[issue10038] Returntype of json.loads() on strings
New submission from Nik Tautenhahn <nik@livinglogic.de>: Hi, before 2.7, an import json json.loads('"abc"') yielded u"abc". in 2.7 I get "abc" (a byte string). I would have expected an entry in "news" or "What's new in 2.7" why this change happened. In addition, all examples at http://docs.python.org/library/json are wrong for Python 2.7 if json.loads is involved. Any insight on this? best regards, Nik ---------- assignee: docs@python components: Documentation, Library (Lib) messages: 118069 nosy: docs@python, llnik priority: normal severity: normal status: open title: Returntype of json.loads() on strings type: behavior versions: Python 2.7 _______________________________________ Python tracker <report@bugs.python.org> <http://bugs.python.org/issue10038> _______________________________________
Changes by Antoine Pitrou <pitrou@free.fr>: ---------- assignee: docs@python -> bob.ippolito nosy: +bob.ippolito _______________________________________ Python tracker <report@bugs.python.org> <http://bugs.python.org/issue10038> _______________________________________
Fred L. Drake, Jr. <fdrake@acm.org> added the comment: This is related to this issue from simplejson: http://code.google.com/p/simplejson/issues/detail?id=28 This problem is why I still use simplejson 1.x; moving forward to simplejson 2.x or Python's json is unlikely. ---------- nosy: +fdrake _______________________________________ Python tracker <report@bugs.python.org> <http://bugs.python.org/issue10038> _______________________________________
Nik Tautenhahn <nik@livinglogic.de> added the comment: Well, then at least the documentation and the "What's changed" need to be updated.
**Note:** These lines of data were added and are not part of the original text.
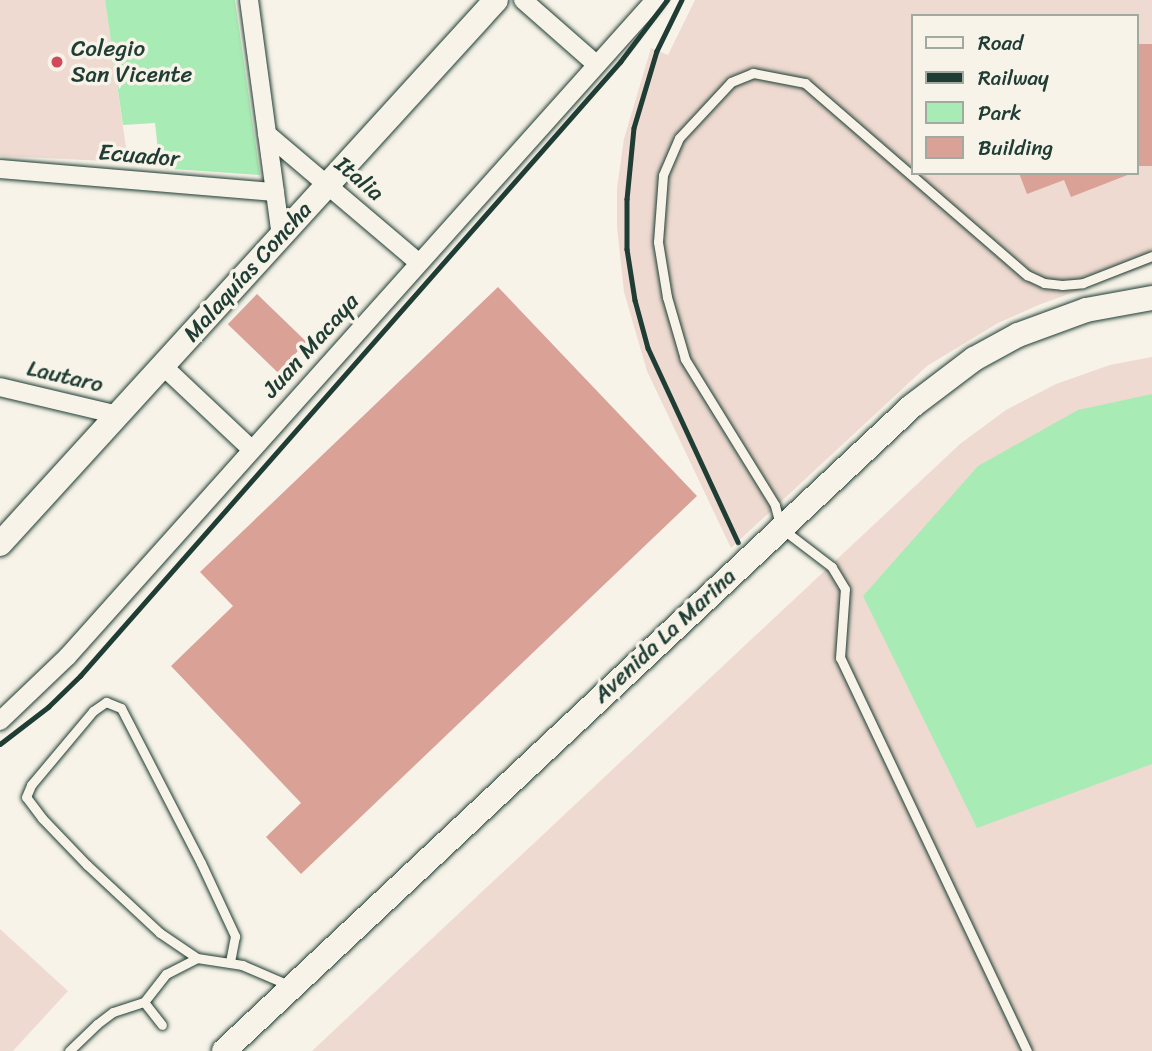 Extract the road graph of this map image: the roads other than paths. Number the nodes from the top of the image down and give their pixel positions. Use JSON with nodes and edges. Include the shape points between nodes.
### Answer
{"nodes":[{"id":1,"x":249,"y":0,"type":"edge"},
{"id":2,"x":496,"y":0,"type":"edge"},
{"id":3,"x":523,"y":0,"type":"edge"},
{"id":4,"x":655,"y":0,"type":"edge"},
{"id":5,"x":597,"y":65,"type":"junction"},
{"id":6,"x":267,"y":134,"type":"junction"},
{"id":7,"x":0,"y":169,"type":"edge"},
{"id":8,"x":911,"y":175,"type":"edge"},
{"id":9,"x":911,"y":175,"type":"edge"},
{"id":10,"x":328,"y":185,"type":"junction"},
{"id":11,"x":275,"y":192,"type":"junction"},
{"id":12,"x":281,"y":236,"type":"junction"},
{"id":13,"x":1152,"y":256,"type":"edge"},
{"id":14,"x":418,"y":262,"type":"junction"},
{"id":15,"x":1152,"y":298,"type":"edge"},
{"id":16,"x":163,"y":366,"type":"junction"},
{"id":17,"x":0,"y":387,"type":"edge"},
{"id":18,"x":118,"y":415,"type":"junction"},
{"id":19,"x":251,"y":449,"type":"junction"},
{"id":20,"x":781,"y":528,"type":"junction"},
{"id":21,"x":0,"y":544,"type":"edge"},
{"id":22,"x":0,"y":722,"type":"edge"},
{"id":23,"x":197,"y":958,"type":"junction"},
{"id":24,"x":230,"y":962,"type":"junction"},
{"id":25,"x":292,"y":986,"type":"junction"},
{"id":26,"x":144,"y":1002,"type":"junction"},
{"id":27,"x":162,"y":1025,"type":"dead end"},
{"id":28,"x":69,"y":1051,"type":"edge"},
{"id":29,"x":224,"y":1051,"type":"edge"},
{"id":30,"x":1027,"y":1051,"type":"edge"}],
"edges":[{"from":1,"to":6,"type":"street"},
{"from":2,"to":10,"type":"main road","name":"Malaquías Concha"},
{"from":3,"to":5,"type":"street"},
{"from":4,"to":5,"type":"street","name":"Juan Macaya"},
{"from":5,"to":14,"type":"street","name":"Juan Macaya"},
{"from":6,"to":10,"type":"street","name":"Italia"},
{"from":6,"to":11,"type":"street"},
{"from":7,"to":11,"type":"street","name":"Ecuador"},
{"from":8,"to":13,"type":"lane","via":[[1027,275],[1044,283],[1083,283]]},
{"from":9,"to":20,"type":"lane","via":[[805,83],[753,73],[731,82],[679,138],[663,175],[658,242],[667,297],[685,359],[775,505]]},
{"from":10,"to":12,"type":"main road","name":"Malaquías Concha"},
{"from":10,"to":14,"type":"street","name":"Italia"},
{"from":11,"to":12,"type":"street"},
{"from":12,"to":16,"type":"main road","name":"Malaquías Concha"},
{"from":14,"to":19,"type":"street","name":"Juan Macaya"},
{"from":15,"to":20,"type":"main road","name":"Avenida La Marina","via":[[1062,317],[974,359],[897,419]]},
{"from":16,"to":18,"type":"main road","name":"Malaquías Concha"},
{"from":16,"to":19,"type":"street"},
{"from":17,"to":18,"type":"street","name":"Lautaro"},
{"from":18,"to":21,"type":"main road","name":"Malaquías Concha"},
{"from":19,"to":22,"type":"street","name":"Juan Macaya","via":[[53,673]]},
{"from":20,"to":25,"type":"main road","name":"Avenida La Marina"},
{"from":20,"to":30,"type":"lane","via":[[832,567],[845,589],[840,658]]},
{"from":23,"to":24,"type":"lane"},
{"from":23,"to":24,"type":"lane","via":[[160,933],[87,865],[26,797],[31,785],[106,702],[121,708],[201,863],[235,936]]},
{"from":23,"to":26,"type":"lane","via":[[166,974]]},
{"from":24,"to":25,"type":"lane"},
{"from":25,"to":29,"type":"main road","name":"Avenida La Marina"},
{"from":26,"to":27,"type":"lane"},
{"from":26,"to":28,"type":"lane","via":[[113,1012]]}]}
Furthermore, if such decisions are made, it would be at least nice to have some general "decode-hook" for json.JSONDecoder - the "object_hook" is only used for dict-objects - why is there no hook for strings or a general hook which is used on any objects? ---------- _______________________________________ Python tracker <report@bugs.python.org> <http://bugs.python.org/issue10038> _______________________________________
Fred L. Drake, Jr. <fdrake@acm.org> added the comment: As I understand it, the decision to return str instead of unicode values for the "simplejson" module was simply inherited by the standard library. As such, it still needs to be evaluated in the context of the standard library, because of the incompatibility it introduces. I still maintain that it's a bug, and should be treated as such. ---------- _______________________________________ Python tracker <report@bugs.python.org> <http://bugs.python.org/issue10038> _______________________________________
Nik Tautenhahn <nik@livinglogic.de> added the comment: Yep, the solution should not be "maybe it's str, maybe it's unicode" - I mean, if the decoder gives you a str if there are no fancy characters and unicode if it contains some, this might lead to some confusion... And yes, in my opinion, this is a bug, too. ---------- _______________________________________ Python tracker <report@bugs.python.org> <http://bugs.python.org/issue10038> _______________________________________
Barry A. Warsaw <barry@python.org> added the comment: I completely agree with Fred; this is a regression and a bug in Python 2.7 and should be fixed. I have a doctest in Mailman 3 for example that cannot pass in both Python 2.6 and 2.7 (without IMO ugly hackery). Not only that, but json is documented as converting JSON str to unicode, which it does fine in Python 2.6, 3.1 and 3.2. Why should Python 2.7 be different (and broken)? ---------- nosy: +barry _______________________________________ Python tracker <report@bugs.python.org> <http://bugs.python.org/issue10038> _______________________________________
Fred L. Drake, Jr. <fdrake@acm.org> added the comment: I'll note that it seems relevant that this package is not considered "externally maintained" by the terms of PEP 360: http://www.python.org/dev/peps/pep-0360/ Given the level of attention this has received from the originator of the code, we should not hesitate to commit technically acceptable changes to the Python repository, ---------- title: json.loads() on str should return unicode, not str -> Returntype of json.loads() on strings _______________________________________ Python tracker <report@bugs.python.org> <http://bugs.python.org/issue10038> _______________________________________
Changes by Barry A. Warsaw <barry@python.org>: ---------- title: Returntype of json.loads() on strings -> json.loads() on str erroneously returns str. should return unicode _______________________________________ Python tracker <report@bugs.python.org> <http://bugs.python.org/issue10038> _______________________________________
Changes by Barry A. Warsaw <barry@python.org>: ---------- title: json.loads() on str erroneously returns str. should return unicode -> json.loads() on str should return unicode, not str _______________________________________ Python tracker <report@bugs.python.org> <http://bugs.python.org/issue10038> _______________________________________
Changes by Fred L. Drake, Jr. <fdrake@acm.org>: ---------- title: Returntype of json.loads() on strings -> json.loads() on str should return unicode, not str _______________________________________ Python tracker <report@bugs.python.org> <http://bugs.python.org/issue10038> _______________________________________
Antoine Pitrou <pitrou@free.fr> added the comment: +1 for fixing this in-tree. We need a patch, though ;) ---------- nosy: +pitrou _______________________________________ Python tracker <report@bugs.python.org> <http://bugs.python.org/issue10038> _______________________________________
Nik Tautenhahn <nik@livinglogic.de> added the comment: There is even more inconsistency here. As already mentioned, we have this:
import json json.loads(json.dumps("abc"))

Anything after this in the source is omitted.